• INPUT RECORDS:
>>>

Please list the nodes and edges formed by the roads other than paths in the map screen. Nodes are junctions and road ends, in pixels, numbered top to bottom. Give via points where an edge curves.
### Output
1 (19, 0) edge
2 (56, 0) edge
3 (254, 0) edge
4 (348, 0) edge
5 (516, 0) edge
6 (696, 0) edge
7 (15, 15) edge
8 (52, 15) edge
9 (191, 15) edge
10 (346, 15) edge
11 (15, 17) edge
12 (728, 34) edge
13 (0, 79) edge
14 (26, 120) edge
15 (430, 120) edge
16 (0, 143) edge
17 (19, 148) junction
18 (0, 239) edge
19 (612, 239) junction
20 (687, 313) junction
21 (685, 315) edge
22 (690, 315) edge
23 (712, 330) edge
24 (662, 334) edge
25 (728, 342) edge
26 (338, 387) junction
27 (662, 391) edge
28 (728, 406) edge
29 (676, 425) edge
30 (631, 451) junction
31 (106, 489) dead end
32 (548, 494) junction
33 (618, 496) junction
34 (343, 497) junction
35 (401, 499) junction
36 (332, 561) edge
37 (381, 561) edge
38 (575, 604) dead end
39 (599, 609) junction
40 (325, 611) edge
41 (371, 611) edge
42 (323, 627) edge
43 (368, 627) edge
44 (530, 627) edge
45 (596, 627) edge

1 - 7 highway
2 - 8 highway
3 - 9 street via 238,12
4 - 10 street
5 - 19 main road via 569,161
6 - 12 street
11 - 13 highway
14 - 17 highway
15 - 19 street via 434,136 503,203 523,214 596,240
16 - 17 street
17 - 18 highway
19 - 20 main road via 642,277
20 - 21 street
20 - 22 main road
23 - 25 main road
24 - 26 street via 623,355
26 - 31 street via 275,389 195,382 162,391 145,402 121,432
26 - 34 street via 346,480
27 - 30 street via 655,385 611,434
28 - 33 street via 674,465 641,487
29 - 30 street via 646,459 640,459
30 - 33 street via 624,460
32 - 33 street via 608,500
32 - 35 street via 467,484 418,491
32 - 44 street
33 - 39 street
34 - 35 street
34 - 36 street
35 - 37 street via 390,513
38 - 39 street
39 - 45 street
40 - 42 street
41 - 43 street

<<<

• TASK DETAILS: Show a copy of each line from the data that includes the word "dead".

• TASK OUTPUT:
31 (106, 489) dead end
38 (575, 604) dead end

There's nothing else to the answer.